Right, but I already see that his board will add "turbo voltage" regardless. Hence, why his vcore is higher than what he set. Turbo isn't needed on any motherboard really. It just adds more to the equation and isn't needed to achieve the desired end result.


----------



## cadaveca (Oct 30, 2011)

erocker said:


> Hence, why his vcore is higher than what he set



LLC on the the gigabyte boards varies from lower-than set, to overvolting. Depending on CPU, levels4-6 give what you set, lower gives lower, higher gives higher.

He set LLC6, and it's simply adding. You gotta play around and find the right setting.

You also have to remember that the Gigabyte BIOses are not UEFI, so don't quite operate in the same manner. Up until the most recent BIOS for my Sniper2, for example, even setting a memory multi higher than 1333 resulted in the CPU multi being set to 38. They finally released an offical BIOS working BIOS two weeks ago


----------



## NdMk2o1o (Oct 30, 2011)

I couldn't get stable using turbo so have reverted to my original settings whichg are stable as a rock, though the vcore is constant 1.36  tried using offset up to +0.1v and it wouldn't load up Windows, really didn't want to run higher than that considering my last doozie with my previous 2500k. 

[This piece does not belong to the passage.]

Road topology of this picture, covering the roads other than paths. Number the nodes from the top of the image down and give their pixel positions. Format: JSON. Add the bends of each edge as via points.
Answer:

Is there anyway to reduce idle vcore without using turbo or is 1.36vcore (in CPU-Z 1.355 in bios) safe?

Edit: slightly upped the vtt voltage to 1.14 from 1.135 and lowered vcore to 1.34 in bios and Windows loads succesfully, cpuz shows 1.356 idle and between 1.29-1.32 fully loaded with LLC level 4 (I disliked level 6, it seemed to add vcore when loaded as opposed to level 4 which lowers it)


----------



## cadaveca (Oct 30, 2011)

Well, I use this, when overclocked now:





Dealing with the same thing as you. My CPU seems to be OK, been running this voltage for 4.6 for many months now, but because of issues like the memorymulti/CPU multi, I often switch back to stock.

I know its not exactly the same board, but from the best I can tell, all these Gigabyte Z68 BIOSes seem to act fairly equally. I am using LLC6, and the voltage doesn't budge. @ 5, it drops a bit. I have 1.34v set in BIOS.


----------



## NdMk2o1o (Oct 30, 2011)

You run that clock and vcore 24/7 with no power saving?


----------



## cadaveca (Oct 30, 2011)

NdMk2o1o said:


> You run that clock and vcore 24/7 with no power saving?

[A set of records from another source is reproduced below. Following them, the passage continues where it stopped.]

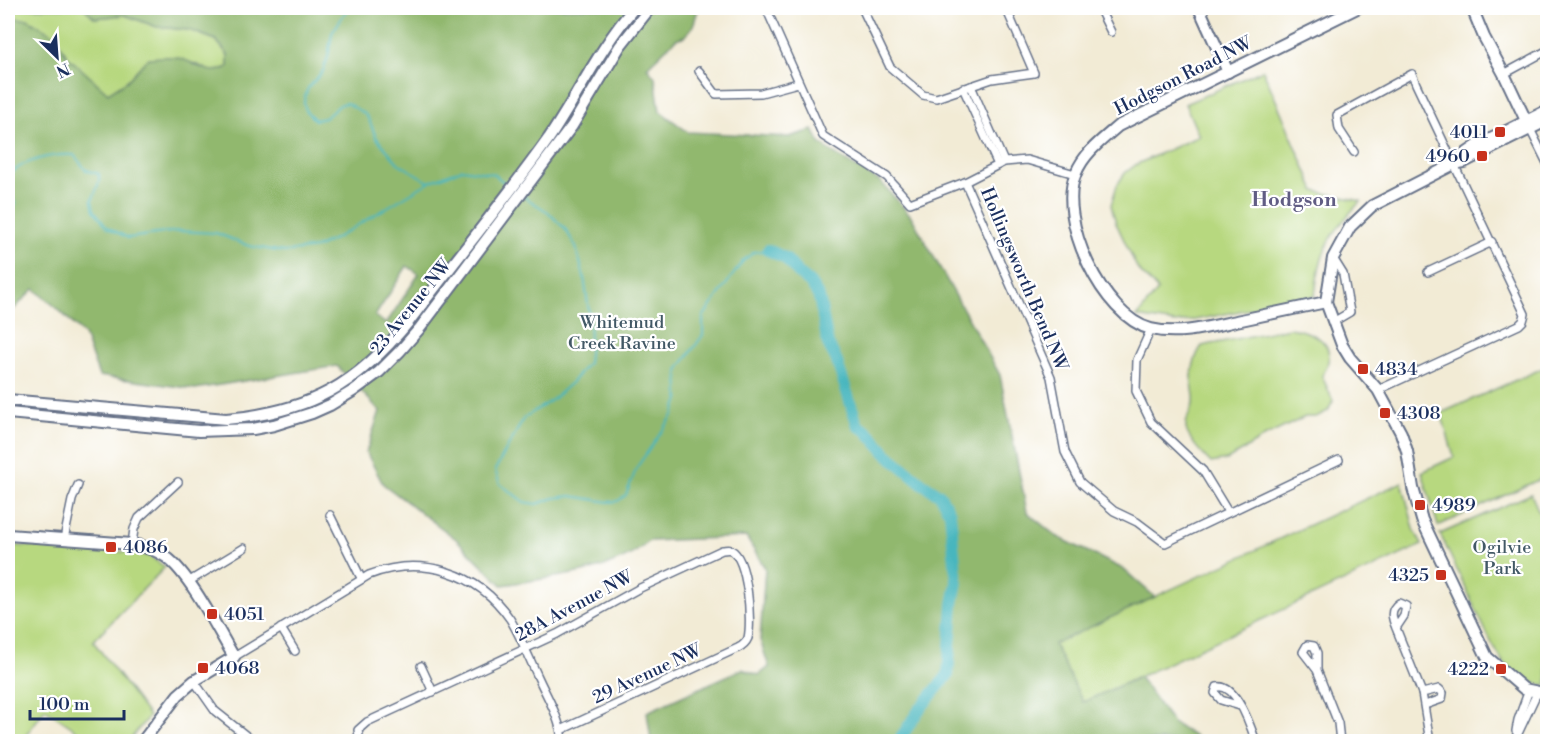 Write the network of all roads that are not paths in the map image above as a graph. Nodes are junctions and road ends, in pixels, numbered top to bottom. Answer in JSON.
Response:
{"nodes":[{"id":1,"x":634,"y":8,"type":"edge"},
{"id":2,"x":650,"y":8,"type":"edge"},
{"id":3,"x":766,"y":8,"type":"edge"},
{"id":4,"x":862,"y":8,"type":"edge"},
{"id":5,"x":1006,"y":8,"type":"edge"},
{"id":6,"x":1099,"y":8,"type":"edge"},
{"id":7,"x":1199,"y":8,"type":"edge"},
{"id":8,"x":1356,"y":8,"type":"edge"},
{"id":9,"x":1472,"y":8,"type":"edge"},
{"id":10,"x":1111,"y":32,"type":"dead end"},
{"id":11,"x":1548,"y":50,"type":"edge"},
{"id":12,"x":699,"y":71,"type":"dead end"},
{"id":13,"x":1228,"y":72,"type":"junction"},
{"id":14,"x":1504,"y":74,"type":"junction"},
{"id":15,"x":798,"y":83,"type":"junction"},
{"id":16,"x":971,"y":86,"type":"junction"},
{"id":17,"x":963,"y":88,"type":"junction"},
{"id":18,"x":1548,"y":110,"type":"edge"},
{"id":19,"x":1548,"y":120,"type":"edge"},
{"id":20,"x":1528,"y":125,"type":"junction"},
{"id":21,"x":1354,"y":152,"type":"dead end"},
{"id":22,"x":1001,"y":163,"type":"junction"},
{"id":23,"x":1454,"y":164,"type":"junction"},
{"id":24,"x":1548,"y":165,"type":"edge"},
{"id":25,"x":1075,"y":174,"type":"junction"},
{"id":26,"x":965,"y":182,"type":"junction"},
{"id":27,"x":493,"y":221,"type":"junction"},
{"id":28,"x":1492,"y":242,"type":"junction"},
{"id":29,"x":1333,"y":258,"type":"junction"},
{"id":30,"x":1428,"y":272,"type":"dead end"},
{"id":31,"x":1326,"y":302,"type":"junction"},
{"id":32,"x":1333,"y":322,"type":"junction"},
{"id":33,"x":1150,"y":329,"type":"junction"},
{"id":34,"x":1378,"y":390,"type":"junction"},
{"id":35,"x":8,"y":400,"type":"edge"},
{"id":36,"x":8,"y":413,"type":"edge"},
{"id":37,"x":1339,"y":460,"type":"dead end"},
{"id":38,"x":178,"y":482,"type":"dead end"},
{"id":39,"x":78,"y":485,"type":"dead end"},
{"id":40,"x":1228,"y":512,"type":"junction"},
{"id":41,"x":330,"y":514,"type":"dead end"},
{"id":42,"x":8,"y":535,"type":"edge"},
{"id":43,"x":64,"y":538,"type":"junction"},
{"id":44,"x":132,"y":544,"type":"junction"},
{"id":45,"x":244,"y":548,"type":"dead end"},
{"id":46,"x":361,"y":578,"type":"junction"},
{"id":47,"x":188,"y":582,"type":"junction"},
{"id":48,"x":281,"y":628,"type":"junction"},
{"id":49,"x":1396,"y":628,"type":"dead end"},
{"id":50,"x":746,"y":643,"type":"joint"},
{"id":51,"x":525,"y":650,"type":"junction"},
{"id":52,"x":295,"y":651,"type":"dead end"},
{"id":53,"x":234,"y":657,"type":"junction"},
{"id":54,"x":421,"y":666,"type":"dead end"},
{"id":55,"x":1317,"y":670,"type":"dead end"},
{"id":56,"x":194,"y":681,"type":"junction"},
{"id":57,"x":433,"y":692,"type":"junction"},
{"id":58,"x":1422,"y":693,"type":"junction"},
{"id":59,"x":1538,"y":693,"type":"edge"},
{"id":60,"x":1425,"y":705,"type":"junction"},
{"id":61,"x":1240,"y":706,"type":"dead end"},
{"id":62,"x":561,"y":730,"type":"junction"},
{"id":63,"x":1515,"y":739,"type":"edge"},
{"id":64,"x":142,"y":741,"type":"edge"},
{"id":65,"x":254,"y":741,"type":"edge"},
{"id":66,"x":360,"y":741,"type":"edge"},
{"id":67,"x":562,"y":741,"type":"edge"},
{"id":68,"x":1256,"y":741,"type":"edge"},
{"id":69,"x":1340,"y":741,"type":"edge"},
{"id":70,"x":1430,"y":741,"type":"edge"}],
"edges":[{"from":1,"to":27,"type":"street","name":"23 Avenue NW"},
{"from":2,"to":27,"type":"street","name":"23 Avenue NW"},
{"from":3,"to":15,"type":"street"},
{"from":4,"to":17,"type":"street"},
{"from":5,"to":16,"type":"street"},
{"from":6,"to":10,"type":"street"},
{"from":7,"to":13,"type":"street"},
{"from":8,"to":13,"type":"street","name":"Hodgson Road NW"},
{"from":9,"to":14,"type":"street"},
{"from":11,"to":14,"type":"street"},
{"from":12,"to":15,"type":"street"},
{"from":13,"to":25,"type":"street","name":"Hodgson Road NW"},
{"from":14,"to":20,"type":"street"},
{"from":15,"to":26,"type":"street"},
{"from":16,"to":17,"type":"street"},
{"from":16,"to":22,"type":"street"},
{"from":17,"to":22,"type":"street"},
{"from":18,"to":20,"type":"street"},
{"from":19,"to":20,"type":"street"},
{"from":20,"to":23,"type":"street"},
{"from":20,"to":24,"type":"street"},
{"from":21,"to":23,"type":"street"},
{"from":22,"to":25,"type":"street"},
{"from":22,"to":26,"type":"street"},
{"from":23,"to":28,"type":"street"},
{"from":23,"to":29,"type":"street"},
{"from":25,"to":33,"type":"street","name":"Hodgson Road NW"},
{"from":26,"to":40,"type":"street","name":"Hollingsworth Bend NW"},
{"from":27,"to":35,"type":"street","name":"23 Avenue NW"},
{"from":27,"to":36,"type":"street","name":"23 Avenue NW"},
{"from":28,"to":30,"type":"street"},
{"from":28,"to":34,"type":"street"},
{"from":29,"to":31,"type":"street"},
{"from":29,"to":32,"type":"street"},
{"from":31,"to":32,"type":"street"},
{"from":31,"to":33,"type":"street","name":"Hodgson Road NW"},
{"from":32,"to":34,"type":"street"},
{"from":33,"to":40,"type":"street"},
{"from":34,"to":59,"type":"street"},
{"from":37,"to":40,"type":"street","name":"Hollingsworth Bend NW"},
{"from":38,"to":44,"type":"street"},
{"from":39,"to":43,"type":"street"},
{"from":41,"to":46,"type":"street"},
{"from":42,"to":43,"type":"street"},
{"from":43,"to":44,"type":"street"},
{"from":44,"to":47,"type":"street"},
{"from":45,"to":47,"type":"street"},
{"from":46,"to":48,"type":"street"},
{"from":46,"to":51,"type":"street"},
{"from":47,"to":53,"type":"street"},
{"from":48,"to":52,"type":"street"},
{"from":48,"to":53,"type":"street"},
{"from":49,"to":58,"type":"street"},
{"from":50,"to":51,"type":"street","name":"28A Avenue NW"},
{"from":50,"to":62,"type":"street","name":"29 Avenue NW"},
{"from":51,"to":57,"type":"street","name":"28A Avenue NW"},
{"from":51,"to":62,"type":"street"},
{"from":53,"to":56,"type":"street"},
{"from":54,"to":57,"type":"street"},
{"from":55,"to":69,"type":"street"},
{"from":56,"to":64,"type":"street"},
{"from":56,"to":65,"type":"street"},
{"from":57,"to":66,"type":"street","name":"28A Avenue NW"},
{"from":58,"to":60,"type":"street"},
{"from":58,"to":60,"type":"street"},
{"from":59,"to":63,"type":"street"},
{"from":60,"to":70,"type":"street"},
{"from":61,"to":68,"type":"street"},
{"from":62,"to":67,"type":"street"}]}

No, I don't, and that's the thing. I often run normal clocks with turbo, and DES enabled, and sometimes I run just Turbo, with 4500, instead of 4600.

Can't make up my mind which to stick with.


You can also play with the PWM frequency options to see if that helps how much the vcore drops. I run +12%.


----------



## NdMk2o1o (Oct 30, 2011)

tbh I don't mind so much running a constant vcore as long as it's safe to do so, what I would like to do is maybe try and get the vcore lower overall though not sure what else to change in order to be able to if that makes sense as I know other voltages have a part to play, I just don't know what part they play and how to adjust them to compensate for the lower vcore, if that makes sense?


----------



## cadaveca (Oct 30, 2011)

TOTALLY makes sense. 

So, you're drooping a bit, right? try LLC5...does it still droop?

Increase VRM Frequency option, play with LLC level, find the best combo for steady voltage, and go for it.

the one thing I'll add is that it might make more sense for you to try turning PLL Overvoltage to disabled, unless required for that multi. This will help lower temps a little bit, and lessen the current load given to the CPU. It doesn't affect vcore that I have seen.

Also, 1866 memory multi seems best optimized for some reason on my board...2133 only gets about 2000mb extra, and that makes little difference for daily tasks. Running the lower ram multi might let you run lower VTT.

Of course, there's always the option of running stock.


----------



## NdMk2o1o (Oct 30, 2011)

cadaveca said:


> Of course, there's always the option of running stock.



Blasphemy!! 

Well, when you say drooping, when I run LLC level 4 it actually drops from idle and seems stable, so what I would like is to be able to run a lower vcore though it doesn't seem to like anything lower even though at load it drops..... odd. 

Forget my sig, I am running 1866 on the RAM. 

I might have to live with the constant vcore if I want this 4.6ghz OC, of course 4.6 isn't needed but if it's stable and cool then why not.


----------



## LAN_deRf_HA (Oct 31, 2011)

I'm surprised you need so much PLL. I'm running my PLL at 1.65v with 4 sticks at 1866 cas9.


----------